A detection step was done to identify additional genes that are dynamic across the one-dimensional pericentral to periportal axis by fitting a linear regression to the relationship between each gene's expression as a function of the Wave-Crest cell order. To determine if a gene is significantly dynamic (differentially zonated) along the recovered axis, we tested whether the regression slope is different from zero. We reported the Benjamini-Hochberg adjusted p-values to control the false discovery rate. For genes having an adjusted p-value < .01, the direction of the expression profile was assigned based on the sign of the regression slope (periportal: positive slope, pericentral: negative slope). We also calculated the linear fitting MSE for each gene. Genes with a smoother trend over the recovered cell order are expected to have a smaller MSE. We report the full list of genes, sorted by their MSE, in S2 Table; scatter plots for genes having adjusted p-value < .01 are shown in S1 File; and the normalized gene expression matrix with cells in the WaveCrest order is in S1 Dataset.
Spatial reordering: 10X dataset
The 10X dataset was downloaded from the Tabula Muris compendium public resource via figshare . The 10X data was originally processed using the CellRanger v.2.0.1. Within the liver cells, the authors originally identified 975 hepatocytes. For our analysis, we performed a second quality control step to remove cells with low RNA content, possible doublets, or dead/damaged cells, where we filtered cells based on the total number of genes expressed per cell. Using the Seurat R package v.3.1.5, hepatocytes were further filtered to those having between 200 and 3,000 genes detected per cell (only one cell had more than 5,000 genes detected per cell). Next, we clustered the cells using Seurat, where a k-nearest neighbors (KNN) graph was constructed based on the first 20 principle components to create a shared nearest neighbors graph based on the Jaccard index between each cell and its 20 nearest neighbors, as implemented in the FindNeighbors function. Clusters were then identified by partitioning this graph using the Louvain community detection algorithm with a resolution of 0.5, as implemented in the FindClusters function. The cells clustered into three distinct larger groups, and we retained only the largest grouping of cells that clustered together, resulting in 606 total cells.
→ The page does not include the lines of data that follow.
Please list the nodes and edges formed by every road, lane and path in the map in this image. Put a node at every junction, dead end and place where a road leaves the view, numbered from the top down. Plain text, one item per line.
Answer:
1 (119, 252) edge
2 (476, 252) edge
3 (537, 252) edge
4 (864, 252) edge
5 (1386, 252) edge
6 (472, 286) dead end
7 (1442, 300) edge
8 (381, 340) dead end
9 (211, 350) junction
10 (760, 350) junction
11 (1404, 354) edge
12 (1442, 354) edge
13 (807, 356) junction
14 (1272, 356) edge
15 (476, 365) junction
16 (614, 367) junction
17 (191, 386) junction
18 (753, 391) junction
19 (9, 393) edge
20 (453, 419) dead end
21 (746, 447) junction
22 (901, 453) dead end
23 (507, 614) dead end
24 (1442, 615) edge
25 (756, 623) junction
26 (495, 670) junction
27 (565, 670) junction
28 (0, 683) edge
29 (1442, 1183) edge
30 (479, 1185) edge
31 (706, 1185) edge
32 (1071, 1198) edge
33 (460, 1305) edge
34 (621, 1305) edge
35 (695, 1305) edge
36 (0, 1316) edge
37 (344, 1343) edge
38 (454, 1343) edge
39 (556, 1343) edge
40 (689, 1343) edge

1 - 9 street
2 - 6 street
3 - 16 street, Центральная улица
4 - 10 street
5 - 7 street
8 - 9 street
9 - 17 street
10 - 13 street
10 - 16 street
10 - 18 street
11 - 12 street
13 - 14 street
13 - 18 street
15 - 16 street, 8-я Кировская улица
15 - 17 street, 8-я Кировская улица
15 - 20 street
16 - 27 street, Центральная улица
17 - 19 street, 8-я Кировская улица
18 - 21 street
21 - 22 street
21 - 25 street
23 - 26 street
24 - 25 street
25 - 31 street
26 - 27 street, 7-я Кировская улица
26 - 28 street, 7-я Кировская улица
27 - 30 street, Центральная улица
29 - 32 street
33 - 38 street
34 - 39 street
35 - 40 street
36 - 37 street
The data was then normalized using scran v.1.12.1 . Next, we used Monocle v.2.12.0  to order the cells, basing the ordering on the top 200 highly variable genes estimated using the mean variance relationship via the FindVariableFeatures function in Seurat. To determine if a gene is significantly dynamic (differentially zonated) along the recovered axis, the Monocle2 function differentialGeneTest was used to fit a spline on gene expression versus the estimated spatial order.
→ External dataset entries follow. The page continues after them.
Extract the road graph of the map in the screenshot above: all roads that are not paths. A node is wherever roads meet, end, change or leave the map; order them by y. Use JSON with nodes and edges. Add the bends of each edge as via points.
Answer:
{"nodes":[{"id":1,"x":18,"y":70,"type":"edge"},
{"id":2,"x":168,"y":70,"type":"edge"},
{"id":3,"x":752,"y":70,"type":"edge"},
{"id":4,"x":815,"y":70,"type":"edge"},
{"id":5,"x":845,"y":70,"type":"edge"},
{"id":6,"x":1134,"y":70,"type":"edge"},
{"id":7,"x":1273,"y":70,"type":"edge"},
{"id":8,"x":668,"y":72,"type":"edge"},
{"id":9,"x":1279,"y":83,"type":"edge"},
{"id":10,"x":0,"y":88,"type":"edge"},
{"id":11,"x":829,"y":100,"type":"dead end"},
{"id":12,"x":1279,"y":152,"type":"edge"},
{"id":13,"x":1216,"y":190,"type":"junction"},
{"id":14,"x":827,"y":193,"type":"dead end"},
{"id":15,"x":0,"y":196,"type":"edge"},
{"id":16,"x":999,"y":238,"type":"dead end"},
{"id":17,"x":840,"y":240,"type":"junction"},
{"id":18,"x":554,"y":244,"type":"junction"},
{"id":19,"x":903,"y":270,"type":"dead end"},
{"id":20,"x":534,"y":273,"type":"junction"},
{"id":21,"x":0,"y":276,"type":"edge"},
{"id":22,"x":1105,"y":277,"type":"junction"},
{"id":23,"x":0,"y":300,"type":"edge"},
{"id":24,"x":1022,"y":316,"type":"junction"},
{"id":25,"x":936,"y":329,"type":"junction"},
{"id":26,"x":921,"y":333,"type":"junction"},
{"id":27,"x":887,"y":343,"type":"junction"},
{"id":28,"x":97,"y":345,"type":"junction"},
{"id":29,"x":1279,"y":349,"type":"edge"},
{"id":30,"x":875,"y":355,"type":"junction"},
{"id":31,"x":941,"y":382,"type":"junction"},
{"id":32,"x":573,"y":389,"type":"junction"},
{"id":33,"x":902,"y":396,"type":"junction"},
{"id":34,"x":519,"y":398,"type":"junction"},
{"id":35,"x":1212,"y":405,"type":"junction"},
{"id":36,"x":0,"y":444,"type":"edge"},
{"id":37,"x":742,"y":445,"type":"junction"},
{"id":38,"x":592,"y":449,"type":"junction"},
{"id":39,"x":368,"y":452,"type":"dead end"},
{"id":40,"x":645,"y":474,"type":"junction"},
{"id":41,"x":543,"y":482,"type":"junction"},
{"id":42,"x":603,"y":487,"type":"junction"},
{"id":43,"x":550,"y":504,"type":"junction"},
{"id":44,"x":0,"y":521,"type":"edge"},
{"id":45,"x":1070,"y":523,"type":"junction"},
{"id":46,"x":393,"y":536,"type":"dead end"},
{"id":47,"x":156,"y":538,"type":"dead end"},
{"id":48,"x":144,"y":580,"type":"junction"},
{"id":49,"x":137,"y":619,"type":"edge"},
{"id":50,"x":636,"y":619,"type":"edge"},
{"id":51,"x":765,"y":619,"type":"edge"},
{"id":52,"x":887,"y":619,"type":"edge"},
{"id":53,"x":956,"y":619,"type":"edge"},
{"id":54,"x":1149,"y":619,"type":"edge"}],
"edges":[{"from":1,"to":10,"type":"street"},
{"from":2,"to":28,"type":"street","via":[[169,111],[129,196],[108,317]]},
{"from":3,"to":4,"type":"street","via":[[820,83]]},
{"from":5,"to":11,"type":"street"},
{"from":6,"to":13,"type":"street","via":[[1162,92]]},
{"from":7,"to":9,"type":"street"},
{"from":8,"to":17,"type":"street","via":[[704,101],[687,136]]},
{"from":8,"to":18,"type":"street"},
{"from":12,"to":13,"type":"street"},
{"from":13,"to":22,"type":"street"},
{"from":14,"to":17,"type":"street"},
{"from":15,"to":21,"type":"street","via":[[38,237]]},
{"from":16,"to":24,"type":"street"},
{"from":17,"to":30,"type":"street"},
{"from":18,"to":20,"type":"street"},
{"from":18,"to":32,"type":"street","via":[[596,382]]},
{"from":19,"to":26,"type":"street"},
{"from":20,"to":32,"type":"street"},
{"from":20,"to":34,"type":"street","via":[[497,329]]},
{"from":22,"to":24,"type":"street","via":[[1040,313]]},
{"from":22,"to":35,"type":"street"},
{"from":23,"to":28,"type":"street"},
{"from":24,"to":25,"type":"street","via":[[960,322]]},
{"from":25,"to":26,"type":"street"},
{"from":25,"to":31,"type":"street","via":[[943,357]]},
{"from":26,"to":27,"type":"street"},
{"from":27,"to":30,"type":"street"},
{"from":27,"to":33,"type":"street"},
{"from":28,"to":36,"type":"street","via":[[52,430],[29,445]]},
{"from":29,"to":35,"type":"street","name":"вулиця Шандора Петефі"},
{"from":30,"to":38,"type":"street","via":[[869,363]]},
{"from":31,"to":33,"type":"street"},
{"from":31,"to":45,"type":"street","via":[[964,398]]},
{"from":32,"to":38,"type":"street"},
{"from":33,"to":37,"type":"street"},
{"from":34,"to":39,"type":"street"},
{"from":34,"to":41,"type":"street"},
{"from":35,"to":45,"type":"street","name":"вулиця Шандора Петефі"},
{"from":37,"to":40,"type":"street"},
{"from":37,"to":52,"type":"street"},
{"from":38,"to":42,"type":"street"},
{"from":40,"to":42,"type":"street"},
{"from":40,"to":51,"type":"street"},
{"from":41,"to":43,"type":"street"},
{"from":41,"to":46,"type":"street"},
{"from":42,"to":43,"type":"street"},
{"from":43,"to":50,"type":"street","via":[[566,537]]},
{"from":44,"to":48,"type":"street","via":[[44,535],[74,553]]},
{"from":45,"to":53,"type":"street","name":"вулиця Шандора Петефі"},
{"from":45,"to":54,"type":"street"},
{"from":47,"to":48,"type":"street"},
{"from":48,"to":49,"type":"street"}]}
Smoothed densities (bean plots) with overlaid raw data, the mean, and a box representing the interquartile range of the cellular detection fractions were created using the pirateplot function in the yarrr R package v.0.1.5. The cellular detection fraction was calculated per cell as the proportion of genes having expression greater than zero. The fold-change for each gene between two datasets (A versus B) was calculated as the log2 fold-change of dataset A over dataset B, where each gene mean was calculated as the average expression among non-zero counts across all cells in the datasets. The heatmap in Fig 2 of marker gene expression on the normalized Smart-seq data was generated by setting values above the 95th percentile or below the 5th percentile to the 95th percentile or 5th percentile value, respectively.
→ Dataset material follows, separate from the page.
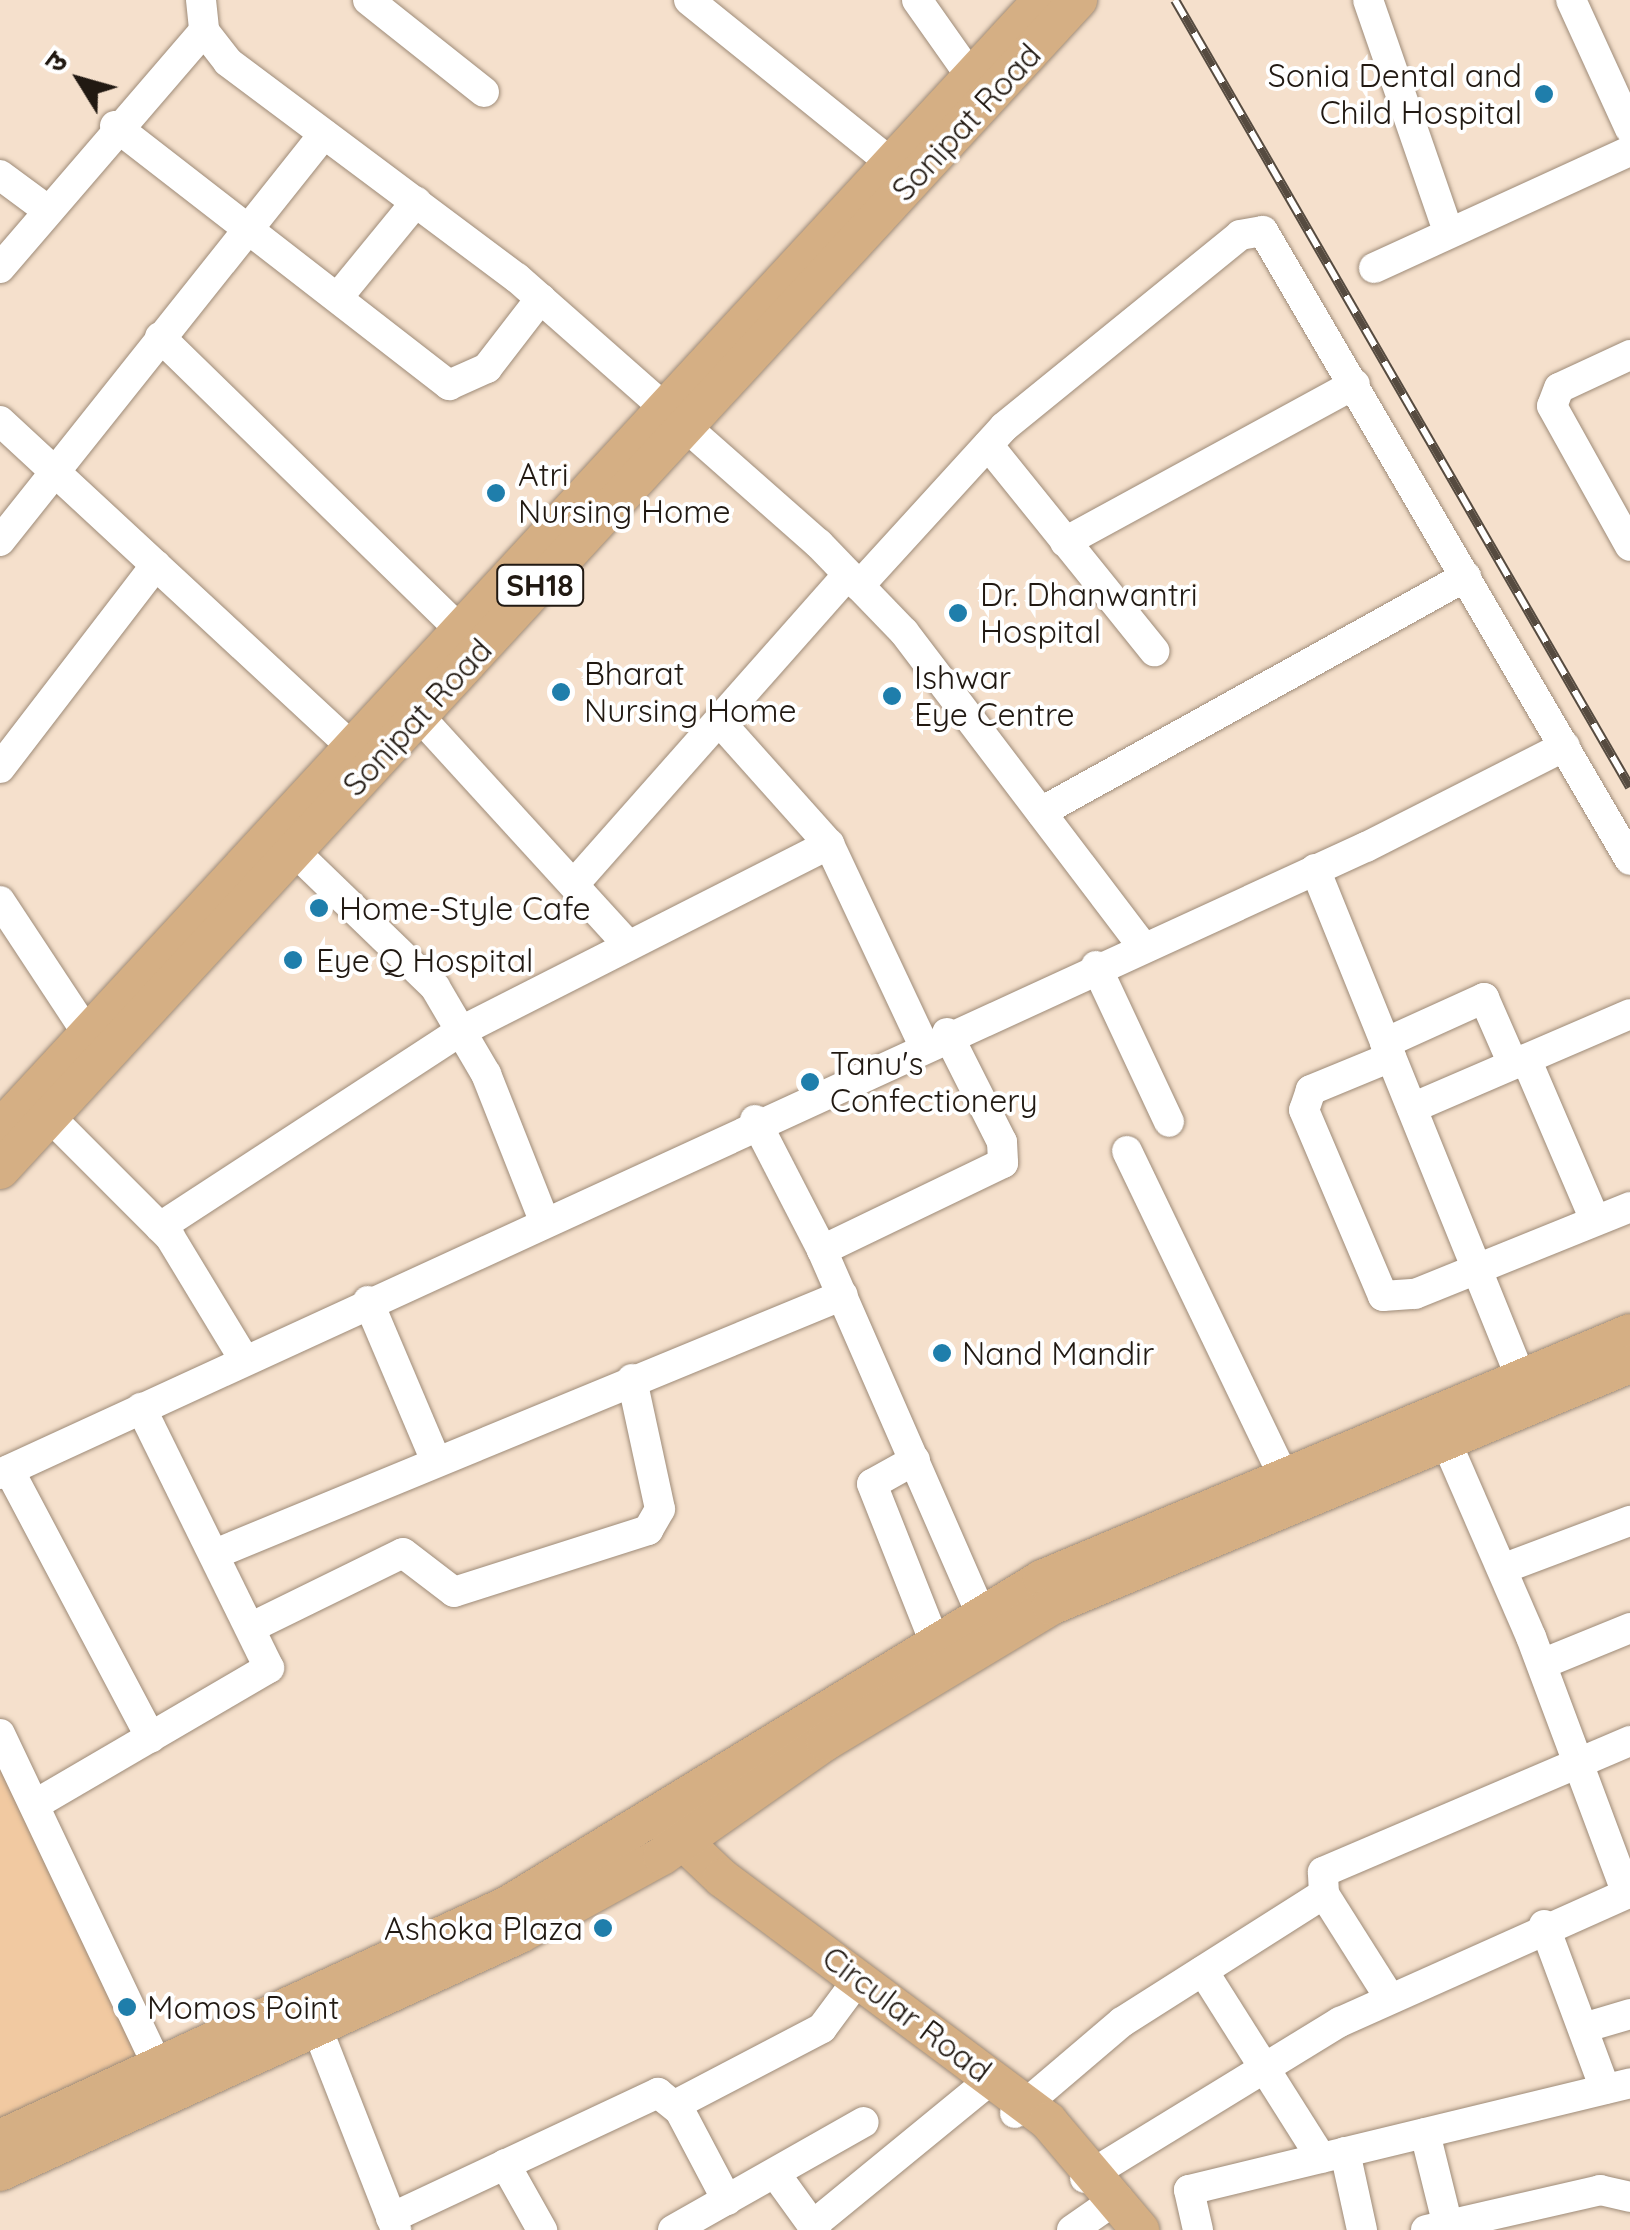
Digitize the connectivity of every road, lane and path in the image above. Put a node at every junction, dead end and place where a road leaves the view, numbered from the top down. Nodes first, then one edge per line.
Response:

Due to the datasets having different dynamic ranges, we used scaled expression plots to compare expression profiles. First the ordered cells in the Smart-seq dataset and 10X were each divided into nine equally sized groups to correspond to the nine zonation groups in the MARS-seq dataset. For a given gene, the median (Smart-seq) or mean (10X) expression in each group was calculated, then the nine values were scaled between zero and one. The significantly zonated genes for the Smart-seq and 10X datasets were identified as described previously. Genes were identified as significantly zonated in the MARS-seq dataset in Halpern et al.  using the Kruskal-Wallis nonparametric test on the mean expression profiles across the zonation groups for each gene. The p-value threshold for the significantly zonated designation was set to .10.
In the zonation group scatter plots, the mean or median expression is shown for each group and smoothed fits were overlaid using the smooth.spline function in R with the degrees of freedom parameter df = 4. Expression correlations along the zonation axis between datasets were calculated using Pearson correlation. Enrichment of genes in KEGG pathways was done using the R package clusterProfiler (v.3.10.1) . For the enrichment analysis, since different statistical methods were used to assess zonation profiles, genes were considered significantly zonated if they had an adjusted p-value < .1 in all datasets. Additional KEGG categories from this analysis can be interactively viewed on GitHub https://github.com/rhondabacher/scSpatialReconstructCompare-Paper.
In all subsamplings described below, each scenario was repeated a total of 25 times and the zonation group means were scaled to be between zero and one.
For the MARS-seq dataset, zonation group means were recalculated on a subsampled set of cells using the posterior probability matrix and original UMI counts from Halpern et al. . In each sampling, the MSE was calculated based on a random sample of 500 genes as , where Zi,j represents the mean expression of gene i in zonation group j in the original dataset and is the corresponding value for the subsampled dataset. For subsampling at lower read depths, we fixed the number of cells at the original total of 1,415 cells and simulated each cell’s gene counts individually using a multinomial distribution. For each cell the parameters of the multinomial distribution were estimated as: the subsampled total counts were set to X% of the original total read counts for that cell (for X = (10,25,50,75,100)) and each gene’s cell-specific probability was calculated as its original count divided by the original total counts for that cell. The MSE was calculated for each subsampled set as previously described.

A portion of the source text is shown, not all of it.